Katie Rocks
2001-06-21 18:13:26+00 by TC 6 comments
This new source control system rocks. stolen from camworld
2001-06-21 18:13:26+00 by TC 6 comments
This new source control system rocks. stolen from camworld
[ related topics: Cameron Barrett Invention and Design ]
comments in ascending chronological order (reverse):
#Comment made: 2001-06-21 20:18:02+00 by: kroah [edit history]
Eeek, you've got to be kidding.#Comment made: 2002-02-21 05:31:56+00 by: Dan Lyke
Hmmm... Tell me more about why you think Perforce blows away CVS. I've played with both a little bit, and it looks like a toss-up between those two, as long as you can impose the discipline necessary to use Perforce in a reasonable way. Of course my limited experience says that's pretty tough to do, so CVS wins based on lack of flexibility.
And yep, I don't think Katie's good for dial-up, internet based distributed development systems, but for a home system, perhaps as a local system to augment CVS (how often have you wanted a version control system with finer granularity than checking into the shared repository?) it sounds well worth a look.
#Comment made: 2002-02-21 05:31:56+00 by: ziffle
Try FreeVCS. It works well for us. More plus lighter.
#Comment made: 2002-02-21 05:31:56+00 by: ebradway
Version Control is more a matter of discipline than software. I've seen shops operate just fine by copying the source file to a filename.YYYYMMDD before editting. I've also seen shops put everything and the kitchen sink into a SourceSafe repository.

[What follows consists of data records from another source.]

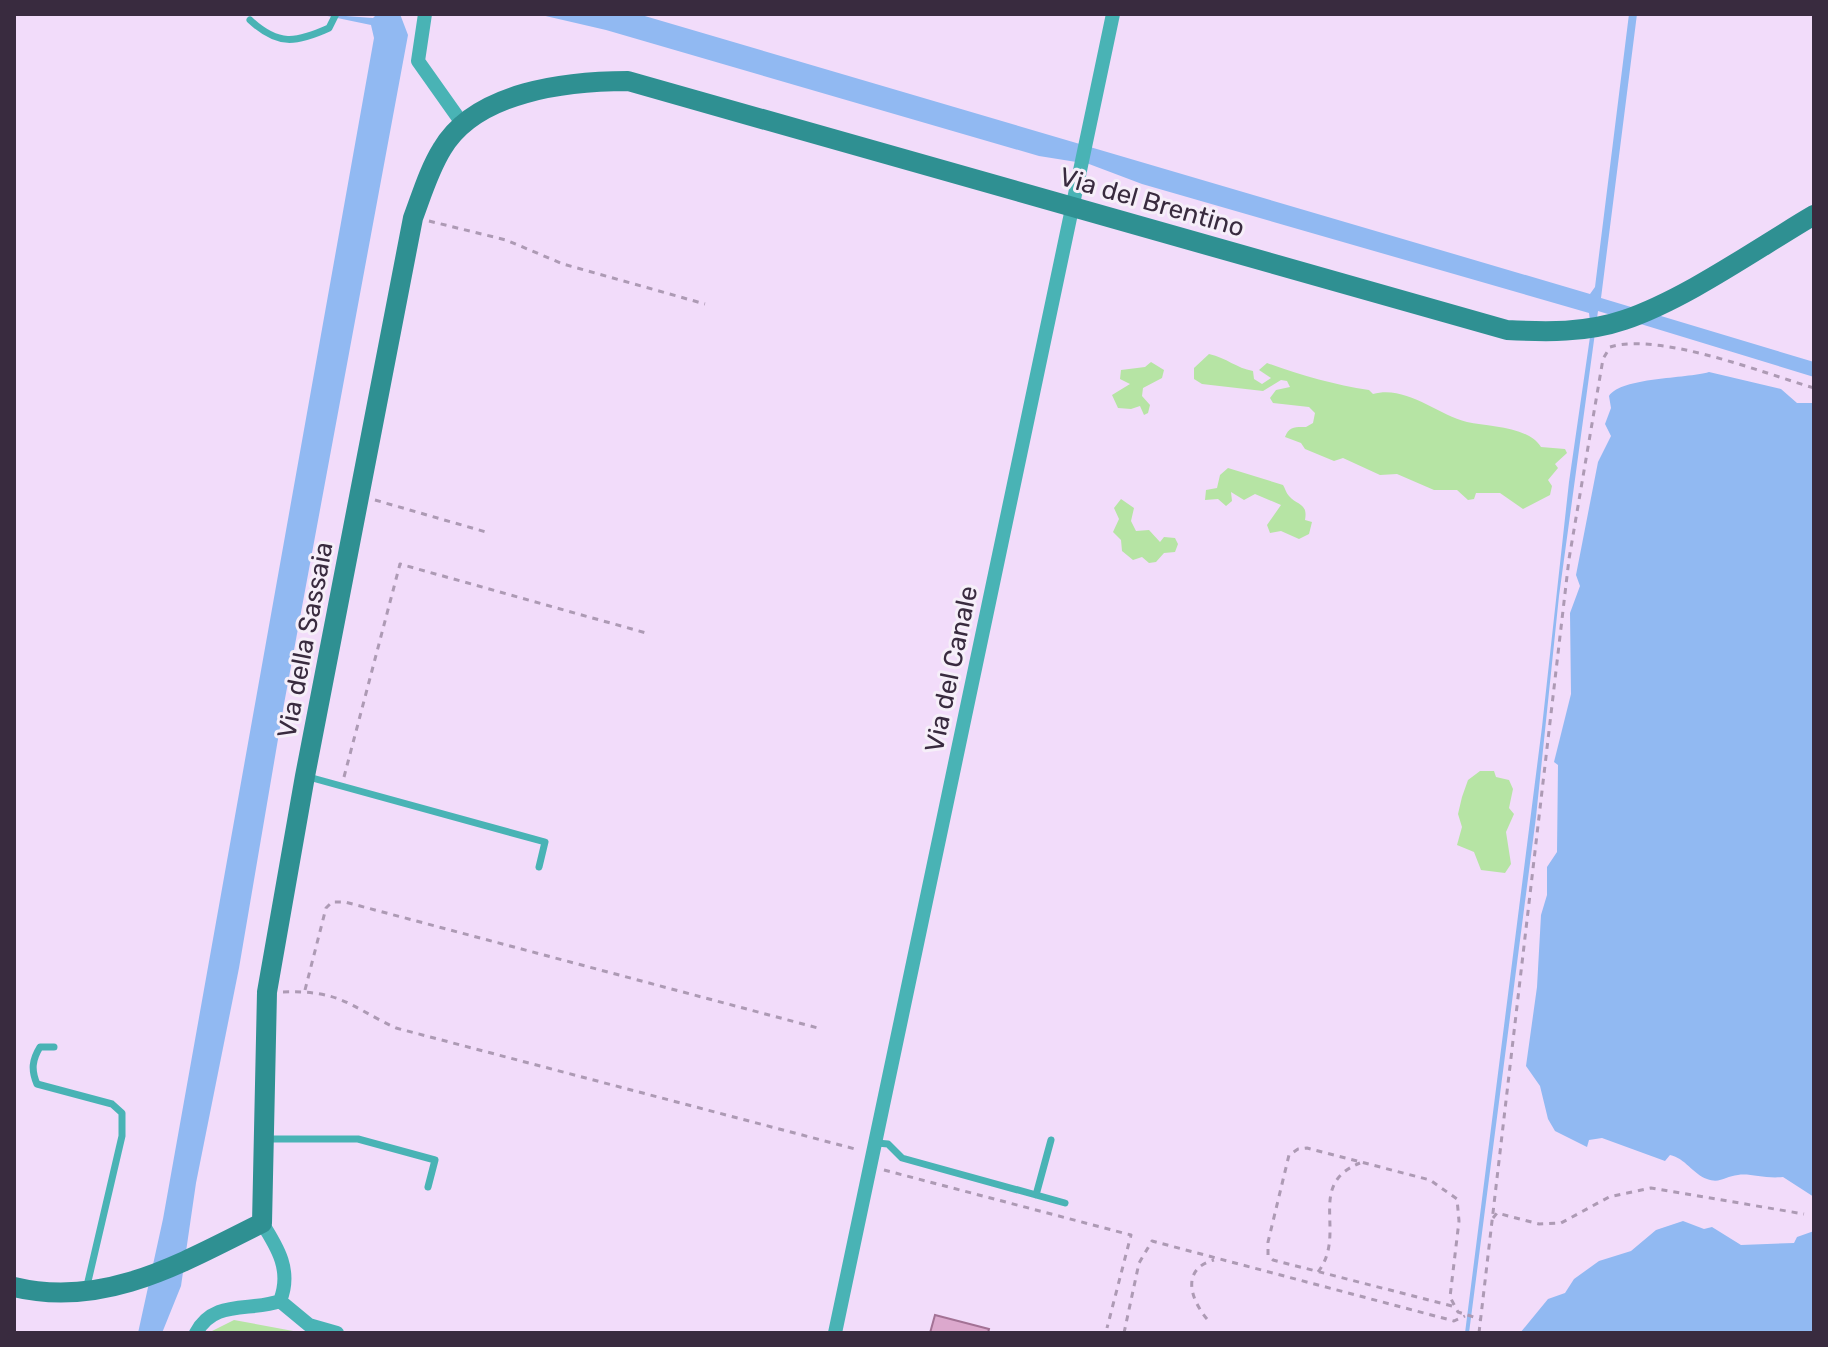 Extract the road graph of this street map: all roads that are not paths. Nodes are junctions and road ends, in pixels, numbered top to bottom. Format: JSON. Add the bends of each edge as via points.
{"nodes":[{"id":1,"x":425,"y":14,"type":"edge"},
{"id":2,"x":1113,"y":14,"type":"edge"},
{"id":3,"x":335,"y":18,"type":"edge"},
{"id":4,"x":250,"y":20,"type":"dead end"},
{"id":5,"x":464,"y":126,"type":"junction"},
{"id":6,"x":1073,"y":206,"type":"junction"},
{"id":7,"x":1814,"y":215,"type":"edge"},
{"id":8,"x":305,"y":776,"type":"junction"},
{"id":9,"x":539,"y":867,"type":"dead end"},
{"id":10,"x":54,"y":1047,"type":"dead end"},
{"id":11,"x":262,"y":1139,"type":"junction"},
{"id":12,"x":1051,"y":1140,"type":"dead end"},
{"id":13,"x":874,"y":1154,"type":"junction"},
{"id":14,"x":428,"y":1187,"type":"dead end"},
{"id":15,"x":1036,"y":1195,"type":"junction"},
{"id":16,"x":1065,"y":1203,"type":"dead end"},
{"id":17,"x":262,"y":1223,"type":"junction"},
{"id":18,"x":16,"y":1287,"type":"edge"},
{"id":19,"x":85,"y":1293,"type":"junction"},
{"id":20,"x":280,"y":1301,"type":"junction"},
{"id":21,"x":196,"y":1333,"type":"edge"},
{"id":22,"x":337,"y":1333,"type":"edge"},
{"id":23,"x":835,"y":1333,"type":"edge"}],
"edges":[{"from":1,"to":5,"type":"street","via":[[418,61]]},
{"from":2,"to":6,"type":"street","name":"Via del Canale"},
{"from":3,"to":4,"type":"lane","via":[[307,38],[283,40],[265,34]]},
{"from":5,"to":6,"type":"street","name":"Via del Brentino","via":[[526,92],[584,81],[628,81]]},
{"from":5,"to":8,"type":"street","name":"Via della Sassaia","via":[[444,146],[413,218]]},
{"from":6,"to":7,"type":"street","name":"Via del Brentino","via":[[1507,330],[1557,333],[1623,321],[1661,304]]},
{"from":6,"to":13,"type":"street","name":"Via del Canale"},
{"from":8,"to":9,"type":"lane","via":[[545,842]]},
{"from":8,"to":11,"type":"street","name":"Via della Sassaia","via":[[267,992]]},
{"from":10,"to":19,"type":"lane","via":[[40,1047],[34,1058],[37,1084],[112,1104],[122,1113],[122,1136]]},
{"from":11,"to":14,"type":"lane","via":[[358,1139],[435,1160]]},
{"from":11,"to":17,"type":"street","name":"Via della Sassaia"},
{"from":12,"to":15,"type":"lane"},
{"from":13,"to":15,"type":"lane","via":[[888,1144],[902,1158]]},
{"from":13,"to":23,"type":"street","name":"Via del Canale"},
{"from":15,"to":16,"type":"lane"},
{"from":17,"to":19,"type":"street","via":[[119,1288]]},
{"from":17,"to":20,"type":"street","name":"Via della Sassaia","via":[[286,1274]]},
{"from":18,"to":19,"type":"street"},
{"from":20,"to":21,"type":"street","via":[[217,1311]]},
{"from":20,"to":22,"type":"street","via":[[309,1325]]}]}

Large corporate shops have change coordinators whose job it is to make sure the changes are acceptable and get stored in version control at the right level.

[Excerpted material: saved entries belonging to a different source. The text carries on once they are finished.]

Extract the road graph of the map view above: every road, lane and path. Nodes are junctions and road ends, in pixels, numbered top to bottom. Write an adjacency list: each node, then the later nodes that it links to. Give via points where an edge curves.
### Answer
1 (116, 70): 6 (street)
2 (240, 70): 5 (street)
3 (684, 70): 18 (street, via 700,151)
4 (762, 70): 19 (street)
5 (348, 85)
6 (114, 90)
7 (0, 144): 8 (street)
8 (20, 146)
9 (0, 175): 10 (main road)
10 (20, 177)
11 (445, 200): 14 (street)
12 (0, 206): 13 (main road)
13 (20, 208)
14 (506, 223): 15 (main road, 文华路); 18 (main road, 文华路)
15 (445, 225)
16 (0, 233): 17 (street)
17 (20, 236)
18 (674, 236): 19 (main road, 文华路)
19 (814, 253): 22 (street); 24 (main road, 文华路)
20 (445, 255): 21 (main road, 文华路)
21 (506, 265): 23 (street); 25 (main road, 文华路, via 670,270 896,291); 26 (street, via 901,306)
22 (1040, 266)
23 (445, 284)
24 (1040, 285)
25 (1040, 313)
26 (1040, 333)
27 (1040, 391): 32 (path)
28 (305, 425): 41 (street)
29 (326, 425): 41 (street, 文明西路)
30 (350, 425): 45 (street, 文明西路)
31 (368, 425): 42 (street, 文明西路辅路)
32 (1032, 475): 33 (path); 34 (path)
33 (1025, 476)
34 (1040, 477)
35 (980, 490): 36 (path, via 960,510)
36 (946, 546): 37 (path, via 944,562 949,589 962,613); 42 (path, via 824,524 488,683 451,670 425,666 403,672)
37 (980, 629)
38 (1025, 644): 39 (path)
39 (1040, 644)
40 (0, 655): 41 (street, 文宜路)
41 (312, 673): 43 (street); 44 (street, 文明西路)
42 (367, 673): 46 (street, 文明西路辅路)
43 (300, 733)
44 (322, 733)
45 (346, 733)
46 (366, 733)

I usually don't even bother trying to argue over what software to use because the discipline and procedures are much more important.
#Comment made: 2002-02-21 05:31:57+00 by: kroah
I don't know Perforce very well at all, I'm going on third party information here (from one of the perl developers who uses it all the time.) I'm taking his word for the fact that Perforce can do things that cvs can't, like handle renamed or moved files sanely, better support for "change set" like bundles.

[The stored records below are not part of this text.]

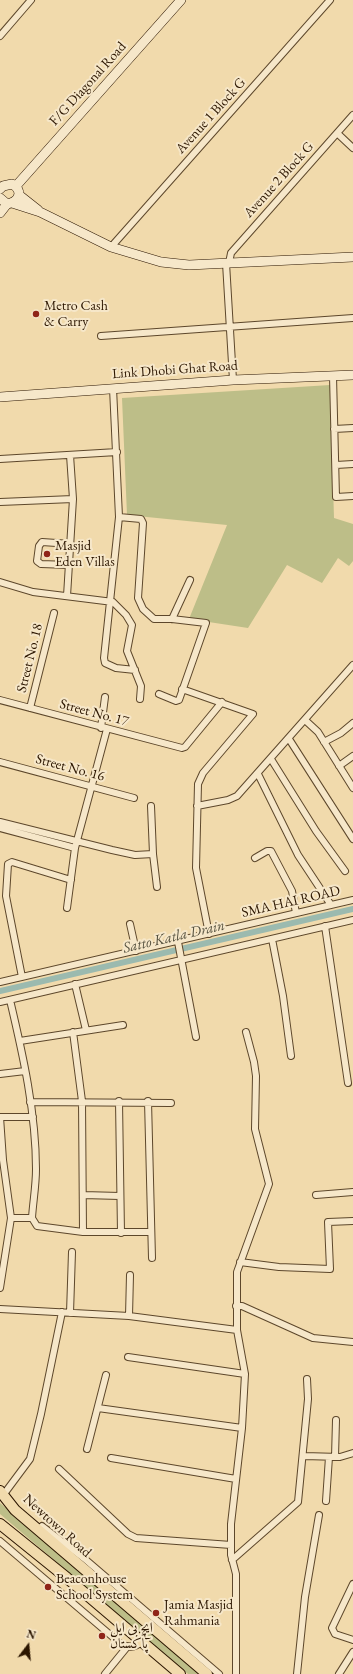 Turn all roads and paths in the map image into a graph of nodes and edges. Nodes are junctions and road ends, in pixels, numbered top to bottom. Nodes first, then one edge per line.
1 (31, 0) edge
2 (181, 0) edge
3 (330, 0) edge
4 (0, 36) edge
5 (353, 115) edge
6 (337, 133) junction
7 (353, 148) edge
8 (1, 186) edge
9 (18, 190) junction
10 (4, 201) edge
11 (40, 212) junction
12 (0, 213) edge
13 (110, 247) junction
14 (353, 256) edge
15 (228, 263) junction
16 (353, 318) edge
17 (230, 326) junction
18 (101, 336) dead end
19 (353, 375) edge
20 (333, 376) junction
21 (233, 380) junction
22 (113, 388) junction
23 (0, 397) edge
24 (353, 428) edge
25 (334, 429) junction
26 (117, 452) junction
27 (70, 455) junction
28 (0, 459) edge
29 (353, 464) edge
30 (336, 465) junction
31 (353, 496) edge
32 (73, 498) junction
33 (0, 502) edge
34 (119, 517) junction
35 (71, 544) junction
36 (69, 565) junction
37 (190, 580) dead end
38 (0, 582) edge
39 (67, 596) junction
40 (109, 601) junction
41 (54, 613) dead end
42 (172, 619) junction
43 (353, 665) edge
44 (135, 670) junction
45 (182, 689) junction
46 (159, 694) dead end
47 (105, 698) dead end
48 (140, 699) dead end
49 (0, 700) edge
50 (222, 702) junction
51 (30, 708) junction
52 (305, 720) junction
53 (353, 723) edge
54 (104, 728) junction
55 (289, 739) junction
56 (324, 742) junction
57 (353, 756) edge
58 (271, 759) junction
59 (0, 762) edge
60 (339, 766) junction
61 (258, 774) junction
62 (92, 786) junction
63 (353, 788) edge
64 (134, 798) dead end
65 (151, 806) dead end
66 (197, 806) junction
67 (0, 822) edge
68 (0, 828) edge
69 (353, 839) edge
70 (76, 845) junction
71 (153, 854) junction
72 (254, 858) dead end
73 (345, 872) dead end
74 (71, 880) junction
75 (157, 887) dead end
76 (353, 900) edge
77 (331, 905) junction
78 (67, 908) dead end
79 (296, 913) junction
80 (353, 920) edge
81 (130, 924) dead end
82 (325, 926) junction
83 (209, 934) junction
84 (272, 939) junction
85 (178, 944) junction
86 (136, 951) junction
87 (181, 958) junction
88 (22, 977) junction
89 (0, 982) edge
90 (75, 984) junction
91 (10, 1000) junction
92 (0, 1002) edge
93 (123, 1025) dead end
94 (86, 1030) junction
95 (72, 1032) junction
96 (246, 1032) dead end
97 (196, 1037) dead end
98 (20, 1041) junction
99 (291, 1056) dead end
100 (25, 1071) junction
101 (0, 1074) edge
102 (348, 1083) dead end
103 (82, 1101) junction
104 (119, 1101) junction
105 (148, 1101) junction
106 (30, 1102) junction
107 (171, 1103) dead end
108 (0, 1117) edge
109 (33, 1117) junction
110 (2, 1160) edge
111 (353, 1192) edge
112 (83, 1195) junction
113 (316, 1195) dead end
114 (120, 1196) junction
115 (11, 1218) junction
116 (32, 1218) junction
117 (353, 1221) edge
118 (83, 1232) junction
119 (151, 1232) junction
120 (121, 1233) junction
121 (72, 1252) dead end
122 (152, 1258) dead end
123 (240, 1262) junction
124 (130, 1275) dead end
125 (0, 1288) edge
126 (236, 1306) junction
127 (0, 1309) edge
128 (62, 1312) junction
129 (70, 1312) junction
130 (129, 1316) junction
131 (237, 1330) junction
132 (353, 1342) edge
133 (128, 1357) dead end
134 (245, 1374) junction
135 (106, 1375) dead end
136 (307, 1379) dead end
137 (98, 1408) junction
138 (336, 1420) dead end
139 (242, 1428) junction
140 (87, 1449) dead end
141 (353, 1453) edge
142 (304, 1456) junction
143 (332, 1457) junction
144 (111, 1458) dead end
145 (59, 1469) dead end
146 (236, 1479) junction
147 (1, 1495) edge
148 (326, 1501) dead end
149 (319, 1515) dead end
150 (1, 1524) edge
151 (0, 1541) edge
152 (231, 1545) junction
153 (232, 1560) junction
154 (353, 1584) edge
155 (156, 1625) junction
156 (353, 1640) edge
157 (142, 1641) junction
158 (127, 1647) junction
159 (352, 1655) edge
160 (105, 1674) edge
161 (180, 1674) edge
162 (207, 1674) edge
163 (219, 1674) edge
164 (236, 1674) edge
165 (297, 1674) edge
166 (339, 1674) edge

1 - 4 street
2 - 9 street, F/G Diagonal Road
3 - 13 street, Avenue 1 Block G
5 - 6 street, Avenue 2 Block G
6 - 7 street
6 - 15 street, Avenue 2 Block G
8 - 9 street
9 - 10 street, F/G Diagonal Road
9 - 11 street
10 - 11 street
10 - 12 street, F/G Diagonal Road
11 - 13 street
13 - 15 street
14 - 15 street
15 - 17 street
16 - 17 street
17 - 18 street
17 - 21 street
19 - 20 street, Link Dhobi Ghat Road
20 - 21 street, Link Dhobi Ghat Road
20 - 25 street
21 - 22 street, Link Dhobi Ghat Road
22 - 23 street, Link Dhobi Ghat Road
22 - 26 street
24 - 25 street
25 - 30 street
26 - 27 street
26 - 34 street
27 - 28 street
27 - 32 street
29 - 30 street
30 - 31 street
32 - 33 street
32 - 35 street
34 - 40 street
34 - 42 street
35 - 36 street
35 - 36 street
36 - 39 street
37 - 42 street
38 - 39 street
39 - 40 street
40 - 44 street
40 - 44 street
41 - 51 street, Street No. 18
42 - 45 street
43 - 52 street
44 - 48 street
45 - 46 street
45 - 50 street
47 - 54 street
49 - 51 street, Street No. 17
50 - 54 street, Street No. 17
50 - 66 street
51 - 54 street, Street No. 17
52 - 55 street
52 - 56 street
53 - 56 street
54 - 62 street
55 - 58 street
55 - 69 street
56 - 60 street
57 - 60 street
58 - 61 street
58 - 73 street
59 - 62 street, Street No. 16
60 - 63 street
61 - 66 street
61 - 77 street
62 - 64 street, Street No. 16
62 - 70 street
65 - 71 street
66 - 83 street
67 - 70 street
68 - 70 street
70 - 71 street
70 - 74 street
71 - 75 street
72 - 79 street
74 - 78 street
74 - 88 street
76 - 77 street, SMA HAI ROAD
77 - 79 street, SMA HAI ROAD
79 - 83 street, SMA HAI ROAD
80 - 82 street
81 - 86 street
82 - 84 street
82 - 102 street
83 - 85 street, SMA HAI ROAD
84 - 87 street
84 - 99 street
85 - 86 street, SMA HAI ROAD
85 - 87 street
86 - 88 street, SMA HAI ROAD
87 - 90 street
87 - 97 street
88 - 89 street, SMA HAI ROAD
90 - 91 street
90 - 94 street
91 - 92 street
91 - 98 street
93 - 94 street
94 - 95 street
95 - 98 street
95 - 103 street
96 - 123 street
98 - 100 street
100 - 101 street
100 - 106 street
103 - 104 street
103 - 106 street
103 - 112 street
104 - 105 street
104 - 114 street
105 - 107 street
105 - 119 street
106 - 109 street
108 - 109 street
108 - 110 street
109 - 116 street
110 - 115 street
111 - 113 street
112 - 114 street
112 - 118 street
114 - 120 street
115 - 116 street
115 - 125 street
116 - 118 street
117 - 123 street
118 - 120 street
119 - 120 street
119 - 122 street
121 - 129 street
123 - 126 street
124 - 130 street
126 - 131 street
126 - 132 street
127 - 128 street
128 - 129 street
128 - 147 street
129 - 130 street
130 - 131 street
131 - 134 street
133 - 134 street
134 - 139 street
135 - 137 street
136 - 142 street
137 - 139 street
137 - 140 street
138 - 143 street
139 - 146 street
141 - 143 street
142 - 143 street
142 - 153 street
143 - 148 street
144 - 146 street
145 - 152 street
146 - 152 street
147 - 155 main road, Newtown Road
149 - 165 street
150 - 157 main road
151 - 158 street
152 - 153 street
153 - 164 street
154 - 156 street
155 - 162 main road, Newtown Road
155 - 163 street
157 - 158 street
157 - 161 main road
158 - 160 street
159 - 166 street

Personally, over the years of messing with these types of systems, I've found that BitKeeper's representation of change sets works the best. I ran into this idea at an old job that had implemented much the same thing on top of pvcs using awk and ksh (on win16 no less!). Once I got my head around it (bundling changes to different files all made at the same time) it made lots of sense.
And yes, version control is a discipline, but the tool can be used to enforce a type of discipline on the developers that enable them to do their job better (hey, go rip out all of the changes that Joe did with the check-in he made across 5 files yesterday at noon on the -pre4 branch.) and also make the procedures that you need to go through much easier.
#Comment made: 2002-02-21 05:31:57+00 by: Dan Lyke
Yeah, one of my problems with Perforce is that it lets individual developers in individual check-outs of the source say "oh, and I want this file here and that file over there and these files from different subdirectories here..." and there's suddenly nothing even remotely close to the
> cvs checkout projectname > cd projectname > ./configure ; ...
That I was really hoping to find.
I haven't had much in the way of sets of changes that a little Perl and some pipe-opens on the CVS client couldn't figure out for me, but there are times when I could see having better systems to manipulate that sort of thing would be cool.